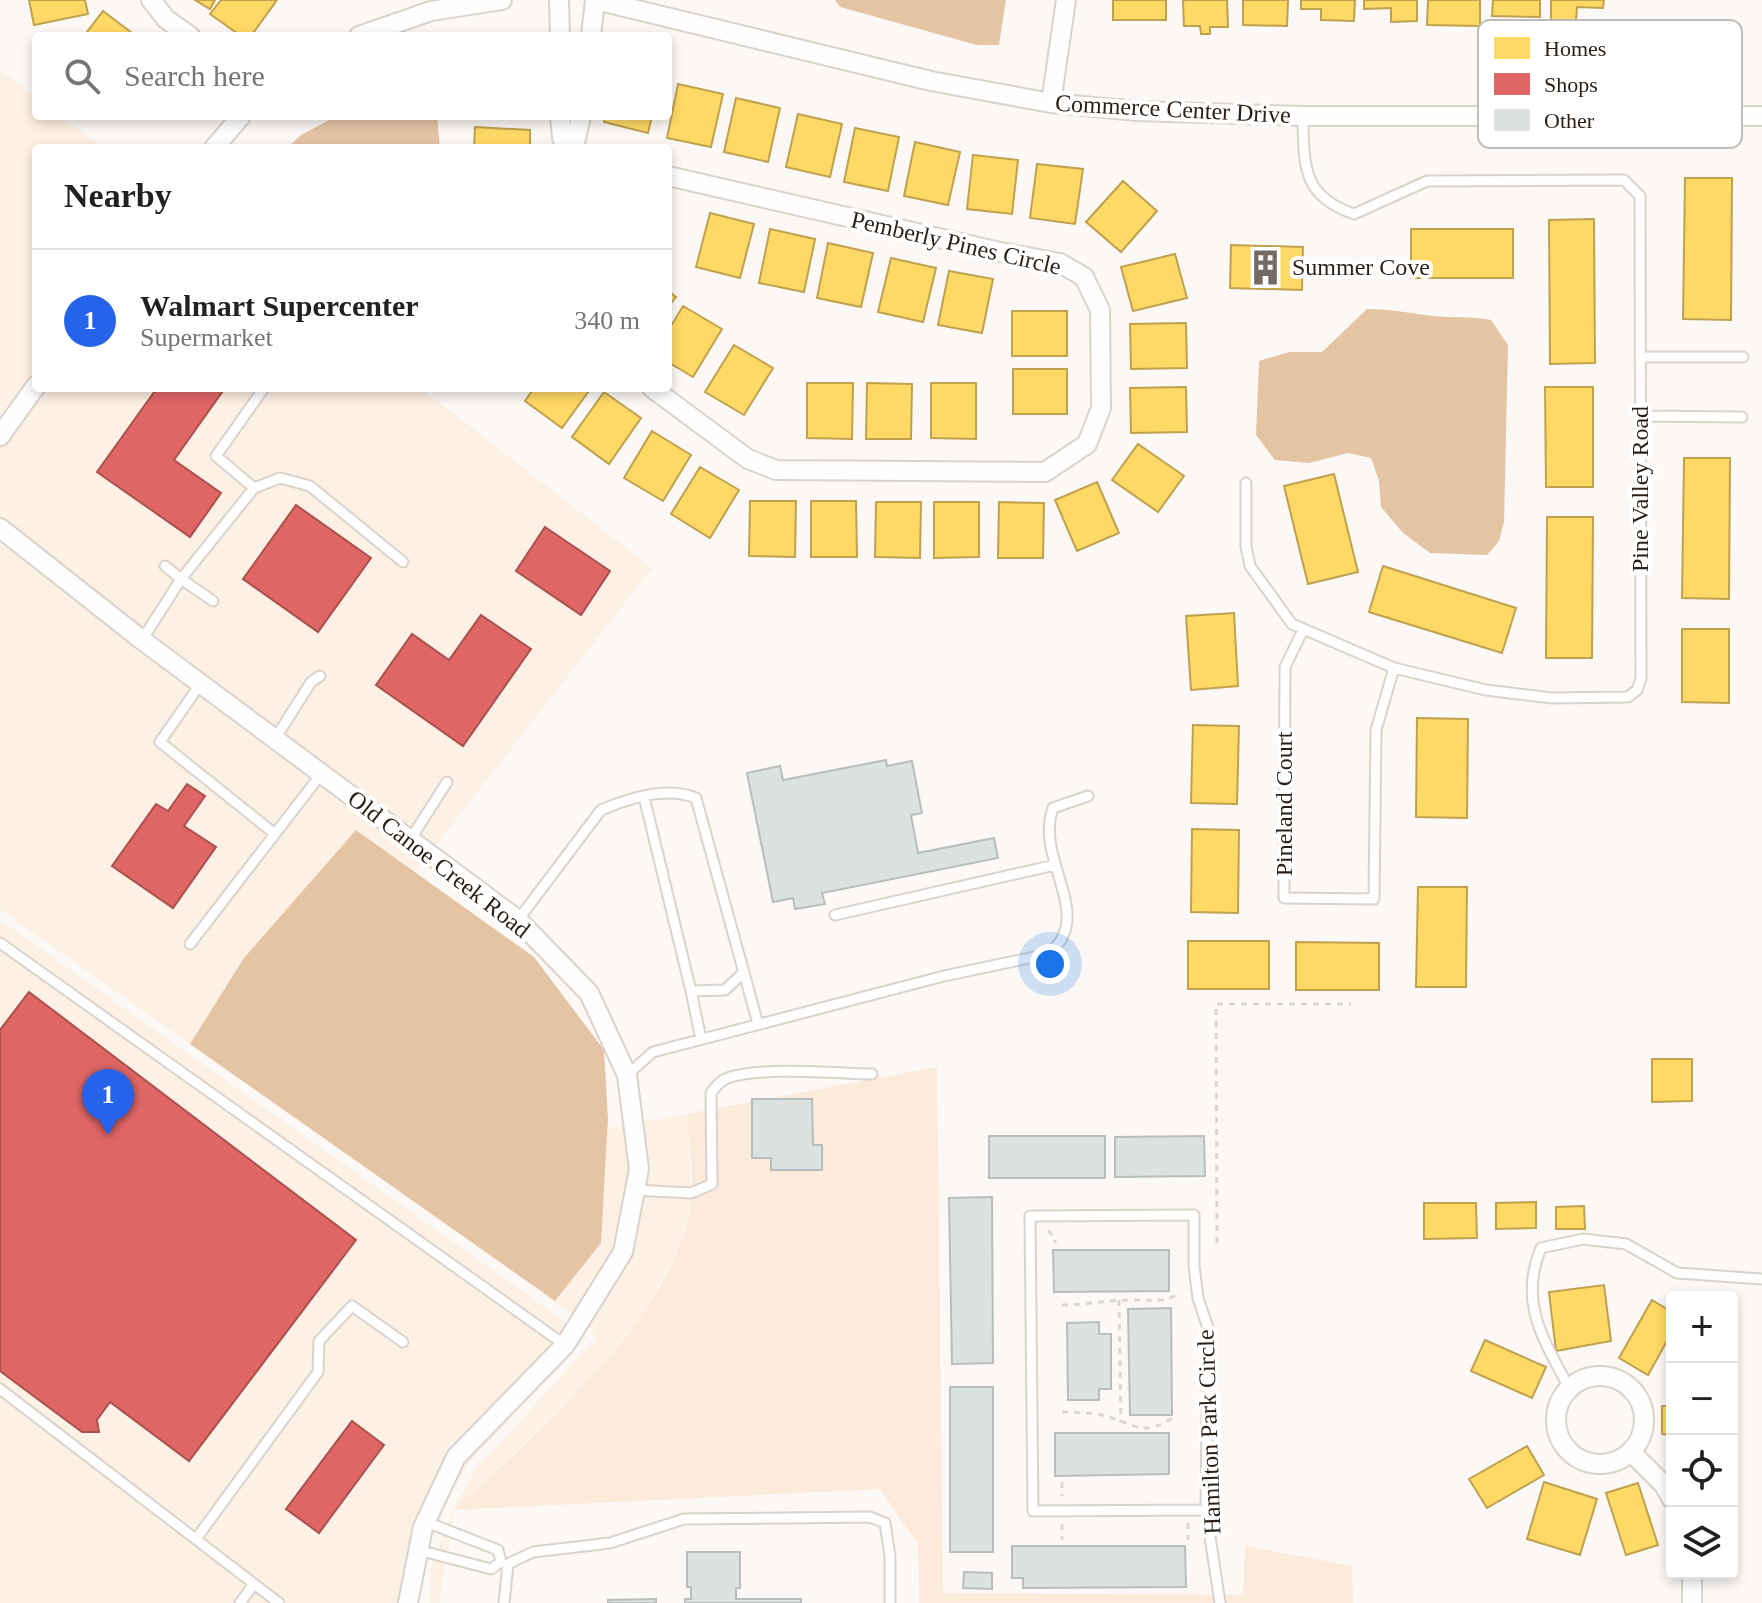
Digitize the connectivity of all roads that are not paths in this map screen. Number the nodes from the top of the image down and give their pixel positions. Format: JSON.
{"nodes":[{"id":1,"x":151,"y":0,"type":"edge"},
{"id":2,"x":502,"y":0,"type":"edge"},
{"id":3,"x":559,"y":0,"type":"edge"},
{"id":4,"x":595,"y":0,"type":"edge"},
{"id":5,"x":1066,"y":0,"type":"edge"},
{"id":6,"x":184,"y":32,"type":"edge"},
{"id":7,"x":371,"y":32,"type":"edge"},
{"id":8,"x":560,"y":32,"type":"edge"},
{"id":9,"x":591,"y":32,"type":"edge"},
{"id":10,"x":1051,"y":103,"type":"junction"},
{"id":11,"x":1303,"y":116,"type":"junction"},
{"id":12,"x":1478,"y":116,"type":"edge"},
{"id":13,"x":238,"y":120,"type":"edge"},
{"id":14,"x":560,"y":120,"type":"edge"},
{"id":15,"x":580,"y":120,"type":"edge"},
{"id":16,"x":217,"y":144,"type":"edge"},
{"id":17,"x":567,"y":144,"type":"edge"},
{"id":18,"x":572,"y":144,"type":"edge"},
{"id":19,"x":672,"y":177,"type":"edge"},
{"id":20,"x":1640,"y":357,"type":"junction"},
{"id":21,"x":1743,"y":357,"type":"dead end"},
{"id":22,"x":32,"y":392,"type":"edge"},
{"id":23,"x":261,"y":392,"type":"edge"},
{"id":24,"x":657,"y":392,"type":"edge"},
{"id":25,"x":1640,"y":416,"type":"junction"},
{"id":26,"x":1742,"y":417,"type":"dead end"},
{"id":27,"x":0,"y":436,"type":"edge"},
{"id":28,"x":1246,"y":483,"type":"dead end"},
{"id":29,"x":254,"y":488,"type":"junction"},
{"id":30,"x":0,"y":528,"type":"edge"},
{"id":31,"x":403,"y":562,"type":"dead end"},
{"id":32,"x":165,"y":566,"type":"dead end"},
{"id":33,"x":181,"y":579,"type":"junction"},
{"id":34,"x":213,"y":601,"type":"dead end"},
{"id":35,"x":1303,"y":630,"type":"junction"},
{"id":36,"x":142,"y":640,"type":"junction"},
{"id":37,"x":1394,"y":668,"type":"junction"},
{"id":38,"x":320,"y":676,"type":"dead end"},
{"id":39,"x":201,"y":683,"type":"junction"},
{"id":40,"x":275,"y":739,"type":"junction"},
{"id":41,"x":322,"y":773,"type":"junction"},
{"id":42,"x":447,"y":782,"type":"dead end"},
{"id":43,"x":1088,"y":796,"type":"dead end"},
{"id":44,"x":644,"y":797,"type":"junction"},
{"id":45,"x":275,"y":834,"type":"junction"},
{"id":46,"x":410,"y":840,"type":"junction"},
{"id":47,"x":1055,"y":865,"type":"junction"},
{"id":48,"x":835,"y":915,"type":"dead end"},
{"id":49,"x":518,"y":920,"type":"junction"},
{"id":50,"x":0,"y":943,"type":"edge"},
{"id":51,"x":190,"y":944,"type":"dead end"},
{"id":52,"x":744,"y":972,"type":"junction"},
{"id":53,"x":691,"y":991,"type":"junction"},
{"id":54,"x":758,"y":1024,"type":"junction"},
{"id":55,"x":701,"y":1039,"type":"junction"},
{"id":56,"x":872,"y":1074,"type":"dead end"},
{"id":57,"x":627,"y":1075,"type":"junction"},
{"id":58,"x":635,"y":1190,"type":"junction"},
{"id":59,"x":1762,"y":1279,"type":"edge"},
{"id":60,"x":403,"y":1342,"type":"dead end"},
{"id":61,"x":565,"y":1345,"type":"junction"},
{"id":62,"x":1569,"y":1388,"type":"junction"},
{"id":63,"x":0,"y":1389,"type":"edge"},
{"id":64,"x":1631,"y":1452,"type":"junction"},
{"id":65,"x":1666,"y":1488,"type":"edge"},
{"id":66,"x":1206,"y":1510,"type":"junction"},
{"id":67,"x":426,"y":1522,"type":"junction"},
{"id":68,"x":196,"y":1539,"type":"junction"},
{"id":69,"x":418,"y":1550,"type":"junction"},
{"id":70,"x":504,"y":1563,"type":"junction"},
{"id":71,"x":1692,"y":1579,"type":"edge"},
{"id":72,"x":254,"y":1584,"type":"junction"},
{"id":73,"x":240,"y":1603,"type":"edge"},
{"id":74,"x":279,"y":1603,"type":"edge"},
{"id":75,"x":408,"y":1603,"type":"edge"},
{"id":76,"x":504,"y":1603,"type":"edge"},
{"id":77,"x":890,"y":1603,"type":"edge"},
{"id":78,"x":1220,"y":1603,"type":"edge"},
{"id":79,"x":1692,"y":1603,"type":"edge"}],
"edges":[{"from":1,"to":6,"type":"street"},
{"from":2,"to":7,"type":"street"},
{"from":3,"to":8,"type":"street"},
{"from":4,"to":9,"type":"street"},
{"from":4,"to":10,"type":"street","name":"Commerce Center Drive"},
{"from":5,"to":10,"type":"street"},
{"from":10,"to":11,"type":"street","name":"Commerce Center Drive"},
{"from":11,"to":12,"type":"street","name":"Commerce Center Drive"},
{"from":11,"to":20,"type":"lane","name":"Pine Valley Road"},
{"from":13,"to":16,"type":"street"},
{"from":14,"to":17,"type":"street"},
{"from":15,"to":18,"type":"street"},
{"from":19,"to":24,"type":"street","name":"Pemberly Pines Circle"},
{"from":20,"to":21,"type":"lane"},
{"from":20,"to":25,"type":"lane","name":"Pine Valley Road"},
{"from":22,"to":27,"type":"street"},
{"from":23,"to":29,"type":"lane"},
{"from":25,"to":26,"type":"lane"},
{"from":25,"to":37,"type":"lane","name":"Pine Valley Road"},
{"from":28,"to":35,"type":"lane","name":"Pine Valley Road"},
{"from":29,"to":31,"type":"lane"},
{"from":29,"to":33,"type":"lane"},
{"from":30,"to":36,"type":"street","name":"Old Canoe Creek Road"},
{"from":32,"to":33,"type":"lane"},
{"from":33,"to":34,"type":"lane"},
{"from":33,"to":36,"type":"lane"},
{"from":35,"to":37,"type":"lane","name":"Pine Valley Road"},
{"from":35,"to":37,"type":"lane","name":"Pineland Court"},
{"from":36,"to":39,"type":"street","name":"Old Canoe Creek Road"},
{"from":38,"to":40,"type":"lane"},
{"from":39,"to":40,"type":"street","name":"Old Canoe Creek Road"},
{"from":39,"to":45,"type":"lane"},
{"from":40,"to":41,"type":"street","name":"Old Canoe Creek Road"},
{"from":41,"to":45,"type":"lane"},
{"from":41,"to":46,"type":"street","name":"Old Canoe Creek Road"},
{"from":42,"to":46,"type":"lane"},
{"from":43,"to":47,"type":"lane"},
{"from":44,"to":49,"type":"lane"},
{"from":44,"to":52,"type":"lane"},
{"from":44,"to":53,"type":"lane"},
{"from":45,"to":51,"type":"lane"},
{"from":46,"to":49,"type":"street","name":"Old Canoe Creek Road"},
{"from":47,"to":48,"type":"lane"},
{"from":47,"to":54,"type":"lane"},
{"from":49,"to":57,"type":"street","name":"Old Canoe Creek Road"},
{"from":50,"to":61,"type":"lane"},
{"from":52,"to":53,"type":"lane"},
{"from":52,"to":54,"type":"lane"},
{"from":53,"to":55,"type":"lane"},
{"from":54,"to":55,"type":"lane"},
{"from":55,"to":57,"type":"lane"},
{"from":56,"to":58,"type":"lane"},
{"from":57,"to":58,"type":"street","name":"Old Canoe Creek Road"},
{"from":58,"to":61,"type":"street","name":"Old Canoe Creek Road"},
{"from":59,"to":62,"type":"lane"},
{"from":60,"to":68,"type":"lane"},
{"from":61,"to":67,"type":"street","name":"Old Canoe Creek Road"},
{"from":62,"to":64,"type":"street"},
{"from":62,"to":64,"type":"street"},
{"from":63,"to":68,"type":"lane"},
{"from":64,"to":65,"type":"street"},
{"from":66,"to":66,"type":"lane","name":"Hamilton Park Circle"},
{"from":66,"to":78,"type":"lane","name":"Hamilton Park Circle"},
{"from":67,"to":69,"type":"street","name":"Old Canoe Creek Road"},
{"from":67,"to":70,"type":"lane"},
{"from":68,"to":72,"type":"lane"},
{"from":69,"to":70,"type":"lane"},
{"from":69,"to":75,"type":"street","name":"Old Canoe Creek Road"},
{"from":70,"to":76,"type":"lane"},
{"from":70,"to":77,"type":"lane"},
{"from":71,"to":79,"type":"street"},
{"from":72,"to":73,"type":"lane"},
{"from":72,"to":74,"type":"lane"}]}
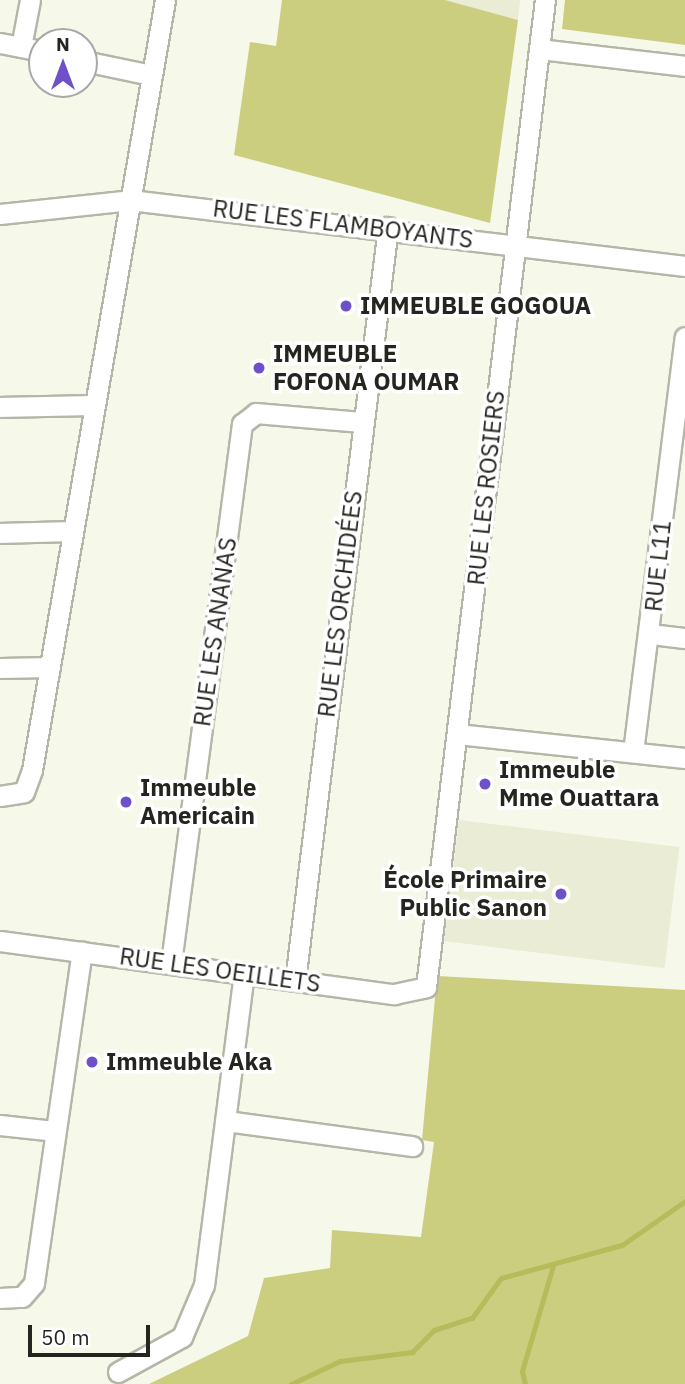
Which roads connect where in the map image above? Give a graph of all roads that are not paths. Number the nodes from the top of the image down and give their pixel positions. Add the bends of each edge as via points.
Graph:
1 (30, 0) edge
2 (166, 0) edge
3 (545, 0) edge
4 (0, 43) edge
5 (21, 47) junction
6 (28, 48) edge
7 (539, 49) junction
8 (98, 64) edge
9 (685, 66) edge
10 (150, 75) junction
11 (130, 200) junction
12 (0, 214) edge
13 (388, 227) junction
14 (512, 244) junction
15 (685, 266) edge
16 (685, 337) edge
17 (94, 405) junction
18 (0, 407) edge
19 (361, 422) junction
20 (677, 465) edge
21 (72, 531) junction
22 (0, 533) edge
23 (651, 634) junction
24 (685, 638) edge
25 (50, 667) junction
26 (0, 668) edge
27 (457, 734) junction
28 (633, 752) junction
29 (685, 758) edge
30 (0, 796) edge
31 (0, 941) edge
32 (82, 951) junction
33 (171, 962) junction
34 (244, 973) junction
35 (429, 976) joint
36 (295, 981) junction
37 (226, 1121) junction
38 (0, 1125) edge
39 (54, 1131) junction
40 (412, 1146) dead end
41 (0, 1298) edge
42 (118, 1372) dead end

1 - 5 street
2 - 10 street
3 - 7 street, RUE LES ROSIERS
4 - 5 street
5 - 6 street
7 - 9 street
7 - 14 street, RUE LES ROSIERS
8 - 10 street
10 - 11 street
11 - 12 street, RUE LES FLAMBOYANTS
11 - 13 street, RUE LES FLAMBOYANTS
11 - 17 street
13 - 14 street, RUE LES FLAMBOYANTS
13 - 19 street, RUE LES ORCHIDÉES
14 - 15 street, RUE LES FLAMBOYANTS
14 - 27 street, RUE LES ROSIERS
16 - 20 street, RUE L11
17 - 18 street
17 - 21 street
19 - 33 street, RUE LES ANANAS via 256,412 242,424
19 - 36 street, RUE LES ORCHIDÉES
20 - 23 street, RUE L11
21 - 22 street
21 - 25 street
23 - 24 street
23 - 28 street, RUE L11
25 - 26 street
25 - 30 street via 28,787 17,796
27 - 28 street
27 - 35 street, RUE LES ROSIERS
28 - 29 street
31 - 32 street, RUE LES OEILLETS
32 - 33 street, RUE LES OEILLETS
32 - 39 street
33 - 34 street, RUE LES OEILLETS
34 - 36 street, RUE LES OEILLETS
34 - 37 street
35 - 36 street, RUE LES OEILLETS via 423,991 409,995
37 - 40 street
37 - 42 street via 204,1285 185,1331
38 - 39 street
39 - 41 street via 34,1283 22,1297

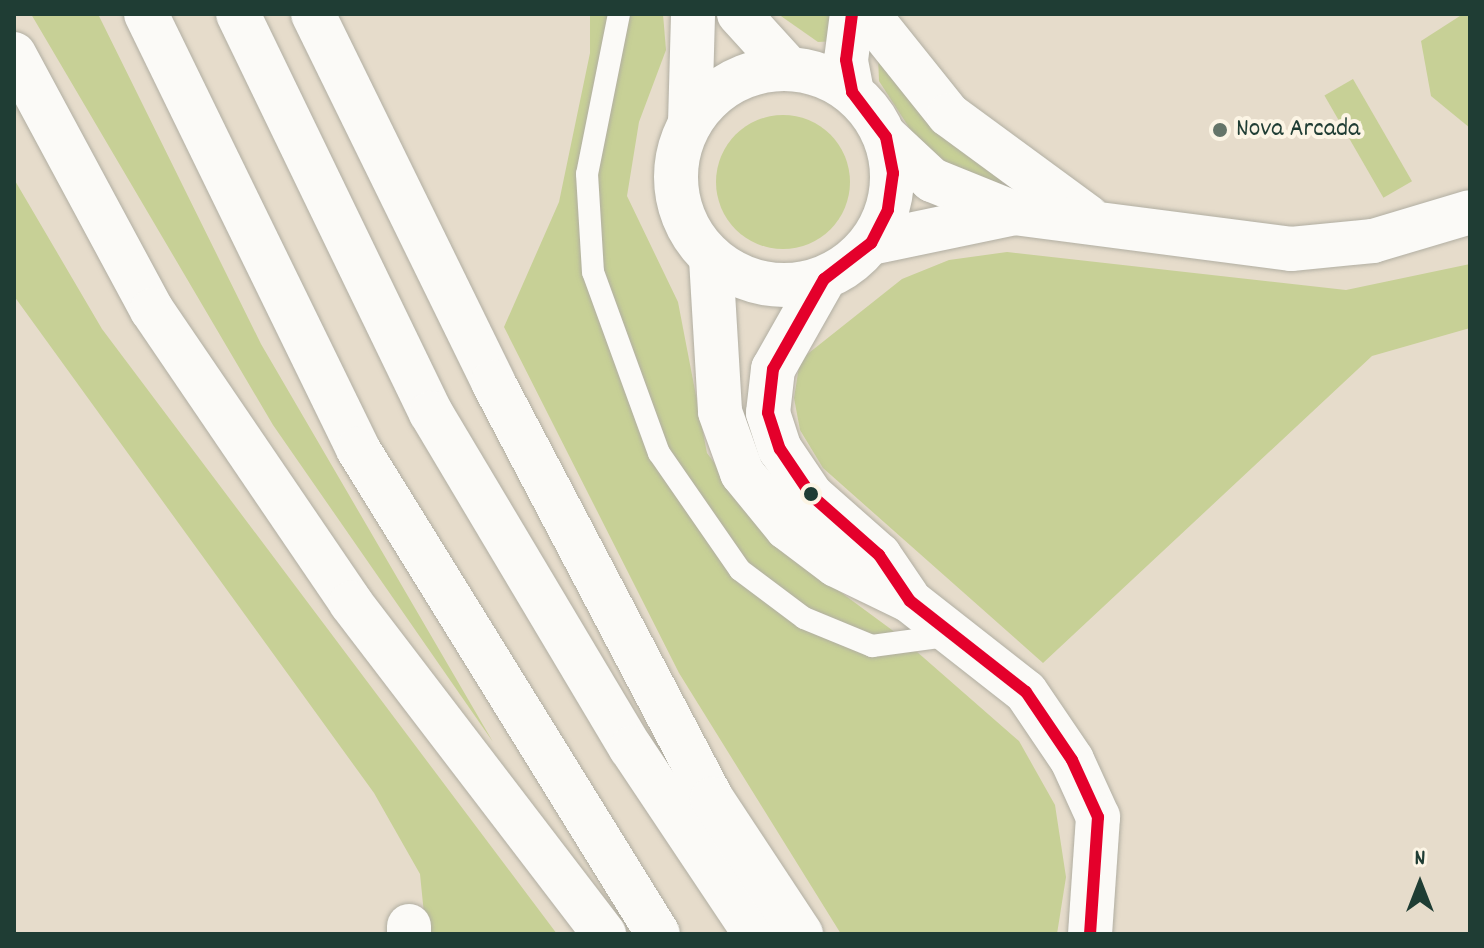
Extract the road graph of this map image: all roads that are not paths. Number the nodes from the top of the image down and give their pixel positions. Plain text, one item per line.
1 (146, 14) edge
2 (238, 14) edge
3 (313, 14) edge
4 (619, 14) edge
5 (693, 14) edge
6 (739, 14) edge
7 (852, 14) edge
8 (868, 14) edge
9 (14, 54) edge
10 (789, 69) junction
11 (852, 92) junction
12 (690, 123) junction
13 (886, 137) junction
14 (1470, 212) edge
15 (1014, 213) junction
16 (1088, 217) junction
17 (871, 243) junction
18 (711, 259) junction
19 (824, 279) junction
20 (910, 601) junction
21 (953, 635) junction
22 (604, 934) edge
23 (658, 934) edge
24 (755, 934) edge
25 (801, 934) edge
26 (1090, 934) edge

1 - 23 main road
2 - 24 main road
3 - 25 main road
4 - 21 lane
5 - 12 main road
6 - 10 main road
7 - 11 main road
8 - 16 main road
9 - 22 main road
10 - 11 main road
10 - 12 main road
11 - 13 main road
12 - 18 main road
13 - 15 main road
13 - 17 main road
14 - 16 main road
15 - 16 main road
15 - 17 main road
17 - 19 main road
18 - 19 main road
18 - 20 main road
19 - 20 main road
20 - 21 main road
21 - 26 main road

→ **Your objective**: The answer is the number of lines in the preceding material that hold "nodes"; write that number and nothing else.

→ **Reply**: 4